Tepat saat itu, Patrick angkat bicara. “Mary, kamu juga ikut program itu, kan?”

“Ya. Kupikir akan lebih baik jika aku bisa membanggakan kemampuan akademis bawaanku sendiri, daripada membanggakan kekayaan keluargaku.”

“Apakah hanya itu saja? Apakah kamu tidak ingin menjadi pewaris keluarga Albert?”

Biasanya, gelar ahli waris diberikan kepada putra tertua keluarga, meskipun dalam kasus di mana ia bukan kandidat yang cocok, keluarga dapat memilih untuk menunjuk putra kedua atau ketiga mereka sebagai ahli waris. Yang lebih langka lagi, jika seorang putri telah membuktikan bahwa ia memiliki bakat sejati untuk menjadi kepala keluarga, ia juga dapat dipilih.

Bagaimanapun, perbedaan beberapa tahun tidaklah penting dalam hal mengamankan prospek keluarga, jadi bukan hal yang aneh bagi putra-putra yang lebih muda untuk menyingkirkan putra tertua dalam perlombaan menuju puncak. Itu tidak berarti putra-putra tertua menerima hal ini begitu saja—mereka melawan, sering kali meminta bantuan dari semua sekutu yang bisa mereka dapatkan. Karena ini sebagian besar merupakan urusan internal dan karenanya bersifat pribadi, cerita lengkapnya jarang terungkap, tetapi tidak diragukan lagi, hampir setiap keluarga menghadapi perselisihan warisannya sendiri.

Faktanya, Wangsa Dyce sangat unik karena pewarisnya adalah seorang putra tertua yang cakap, sedangkan adik-adiknya sangat menghormati dan mendukungnya.
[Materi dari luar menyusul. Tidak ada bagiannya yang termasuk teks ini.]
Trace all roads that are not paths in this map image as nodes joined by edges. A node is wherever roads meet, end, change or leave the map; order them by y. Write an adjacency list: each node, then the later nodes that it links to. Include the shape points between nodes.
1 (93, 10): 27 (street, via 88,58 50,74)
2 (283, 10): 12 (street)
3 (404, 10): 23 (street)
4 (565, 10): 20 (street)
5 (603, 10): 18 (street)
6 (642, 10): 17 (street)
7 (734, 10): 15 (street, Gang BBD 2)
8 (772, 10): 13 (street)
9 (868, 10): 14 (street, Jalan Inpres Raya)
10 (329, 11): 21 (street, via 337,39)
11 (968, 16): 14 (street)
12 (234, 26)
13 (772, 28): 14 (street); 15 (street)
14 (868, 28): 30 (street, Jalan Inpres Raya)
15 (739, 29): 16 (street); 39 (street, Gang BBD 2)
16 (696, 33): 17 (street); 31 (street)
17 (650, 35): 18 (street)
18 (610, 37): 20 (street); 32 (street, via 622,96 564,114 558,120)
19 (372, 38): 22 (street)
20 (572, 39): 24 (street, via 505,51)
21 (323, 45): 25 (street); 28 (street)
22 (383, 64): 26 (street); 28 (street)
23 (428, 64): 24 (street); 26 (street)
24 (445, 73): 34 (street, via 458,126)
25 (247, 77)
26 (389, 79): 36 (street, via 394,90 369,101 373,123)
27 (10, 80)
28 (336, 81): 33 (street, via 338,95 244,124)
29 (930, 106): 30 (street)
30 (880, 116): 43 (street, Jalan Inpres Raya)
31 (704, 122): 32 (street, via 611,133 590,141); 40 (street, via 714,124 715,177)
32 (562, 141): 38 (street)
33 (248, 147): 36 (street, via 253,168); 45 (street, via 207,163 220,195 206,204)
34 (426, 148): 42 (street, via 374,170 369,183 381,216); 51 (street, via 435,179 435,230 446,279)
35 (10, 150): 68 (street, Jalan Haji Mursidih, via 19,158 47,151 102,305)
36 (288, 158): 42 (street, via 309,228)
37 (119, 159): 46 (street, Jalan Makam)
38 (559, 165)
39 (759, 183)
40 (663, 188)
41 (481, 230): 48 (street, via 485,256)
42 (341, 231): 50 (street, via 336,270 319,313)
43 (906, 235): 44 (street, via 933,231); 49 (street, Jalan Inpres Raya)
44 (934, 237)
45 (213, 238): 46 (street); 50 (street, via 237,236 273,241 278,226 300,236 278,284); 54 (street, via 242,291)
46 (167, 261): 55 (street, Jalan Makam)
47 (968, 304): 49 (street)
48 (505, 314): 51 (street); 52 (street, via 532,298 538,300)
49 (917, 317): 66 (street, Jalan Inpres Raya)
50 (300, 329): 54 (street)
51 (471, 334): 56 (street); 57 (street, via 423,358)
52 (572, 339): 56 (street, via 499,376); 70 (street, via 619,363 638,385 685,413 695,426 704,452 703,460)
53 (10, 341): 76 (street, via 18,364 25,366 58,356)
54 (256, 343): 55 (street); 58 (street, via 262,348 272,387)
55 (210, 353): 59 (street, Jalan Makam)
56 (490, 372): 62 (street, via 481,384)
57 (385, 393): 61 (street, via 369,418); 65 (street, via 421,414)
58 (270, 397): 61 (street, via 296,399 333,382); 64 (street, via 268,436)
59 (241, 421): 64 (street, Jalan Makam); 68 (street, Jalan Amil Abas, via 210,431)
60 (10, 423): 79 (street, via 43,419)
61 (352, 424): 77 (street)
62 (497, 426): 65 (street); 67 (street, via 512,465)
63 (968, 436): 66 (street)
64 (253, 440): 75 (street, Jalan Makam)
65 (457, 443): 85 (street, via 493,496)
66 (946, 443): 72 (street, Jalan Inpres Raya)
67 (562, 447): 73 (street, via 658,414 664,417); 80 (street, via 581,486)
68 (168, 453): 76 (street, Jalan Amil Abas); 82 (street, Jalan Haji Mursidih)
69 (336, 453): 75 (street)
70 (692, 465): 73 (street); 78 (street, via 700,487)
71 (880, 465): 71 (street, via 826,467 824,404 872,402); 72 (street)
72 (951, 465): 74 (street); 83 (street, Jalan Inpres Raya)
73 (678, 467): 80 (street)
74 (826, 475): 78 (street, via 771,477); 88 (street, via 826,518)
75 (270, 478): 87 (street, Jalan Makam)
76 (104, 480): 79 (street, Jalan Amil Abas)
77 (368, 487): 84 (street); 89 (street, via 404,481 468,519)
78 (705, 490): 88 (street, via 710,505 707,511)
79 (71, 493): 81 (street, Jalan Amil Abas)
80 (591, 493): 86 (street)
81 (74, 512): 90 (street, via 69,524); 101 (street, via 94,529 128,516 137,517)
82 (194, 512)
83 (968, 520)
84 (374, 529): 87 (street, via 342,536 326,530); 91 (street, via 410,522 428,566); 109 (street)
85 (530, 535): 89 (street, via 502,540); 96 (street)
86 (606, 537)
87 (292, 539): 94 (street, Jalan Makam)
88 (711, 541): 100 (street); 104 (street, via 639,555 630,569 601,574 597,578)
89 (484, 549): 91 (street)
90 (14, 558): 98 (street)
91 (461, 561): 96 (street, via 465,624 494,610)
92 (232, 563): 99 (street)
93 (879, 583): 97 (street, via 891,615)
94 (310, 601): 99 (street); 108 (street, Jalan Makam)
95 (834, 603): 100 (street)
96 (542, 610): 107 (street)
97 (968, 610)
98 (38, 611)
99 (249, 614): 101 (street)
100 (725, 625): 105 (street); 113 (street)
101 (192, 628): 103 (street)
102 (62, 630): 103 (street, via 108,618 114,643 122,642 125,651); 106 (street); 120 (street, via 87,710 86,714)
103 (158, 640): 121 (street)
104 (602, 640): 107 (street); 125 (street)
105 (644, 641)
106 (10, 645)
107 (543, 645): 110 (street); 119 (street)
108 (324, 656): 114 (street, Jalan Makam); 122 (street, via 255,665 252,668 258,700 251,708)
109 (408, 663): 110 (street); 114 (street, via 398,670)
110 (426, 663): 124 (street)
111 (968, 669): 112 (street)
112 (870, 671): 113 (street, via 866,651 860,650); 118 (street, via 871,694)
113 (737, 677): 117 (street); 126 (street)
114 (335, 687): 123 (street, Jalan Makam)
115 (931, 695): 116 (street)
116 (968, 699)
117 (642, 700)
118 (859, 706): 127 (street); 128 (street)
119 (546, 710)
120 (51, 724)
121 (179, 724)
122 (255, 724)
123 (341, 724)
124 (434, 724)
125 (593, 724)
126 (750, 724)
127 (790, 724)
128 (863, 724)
Keluarga Albert memiliki dua putra—mereka kembar, tujuh tahun lebih tua dari Mary. Keduanya sama-sama kandidat yang sangat baik untuk menjadi pewaris keluarga berikutnya, tetapi Mary bahkan lebih cocok. Atau setidaknya, Patrick selalu berpendapat seperti itu. Mary memang seorang wanita, tetapi meskipun begitu, bakat bawaannya melampaui saudara-saudaranya. Keanehannya adalah satu-satunya kekurangannya, tetapi hal yang sama dapat dikatakan untuk si kembar.

Namun, setelah mendengar pertanyaannya, Mary menatap Patrick dengan bingung. “Aku? Pewaris? Aku tidak tahu dari mana kau mendapat ide itu. Aku punya dua kakak laki-laki, ingat? Aku tidak akan mewarisi apa pun.”
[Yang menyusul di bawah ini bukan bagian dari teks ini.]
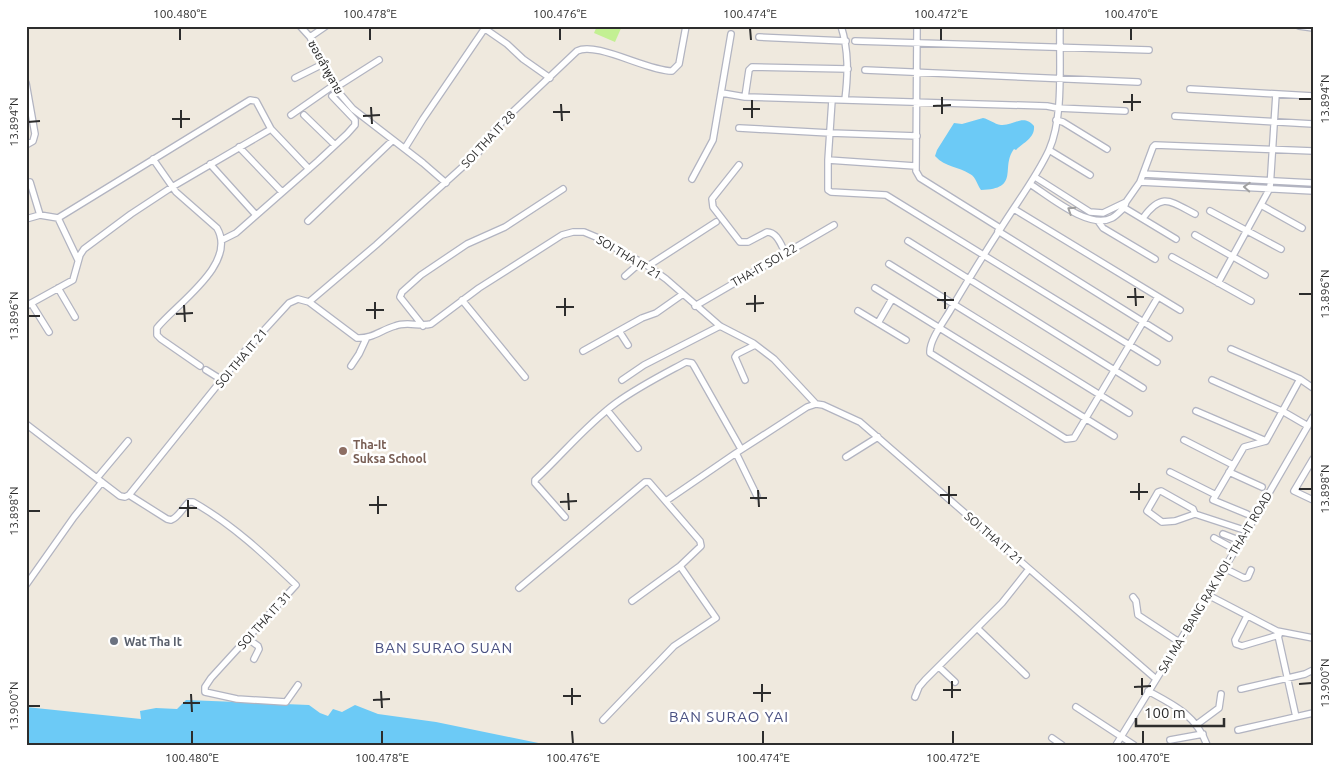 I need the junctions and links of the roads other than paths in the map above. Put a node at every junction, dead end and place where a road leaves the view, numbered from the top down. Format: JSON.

“Program khusus ini ditujukan bagi mereka yang ingin menjadi penerus,” katanya. “Saya yakin Anda akan berjuang untuk gelar bersama Adi.”

“Wah, aku tidak akan pernah!” seru Adi. “Aku hanya berusaha sebaik mungkin dalam studiku, demi Yang Mulia dan keluarganya. Pikiran untuk mencoba memengaruhi Keluarga Albert dengan cara apa pun sama sekali tidak pernah terlintas di benakku!”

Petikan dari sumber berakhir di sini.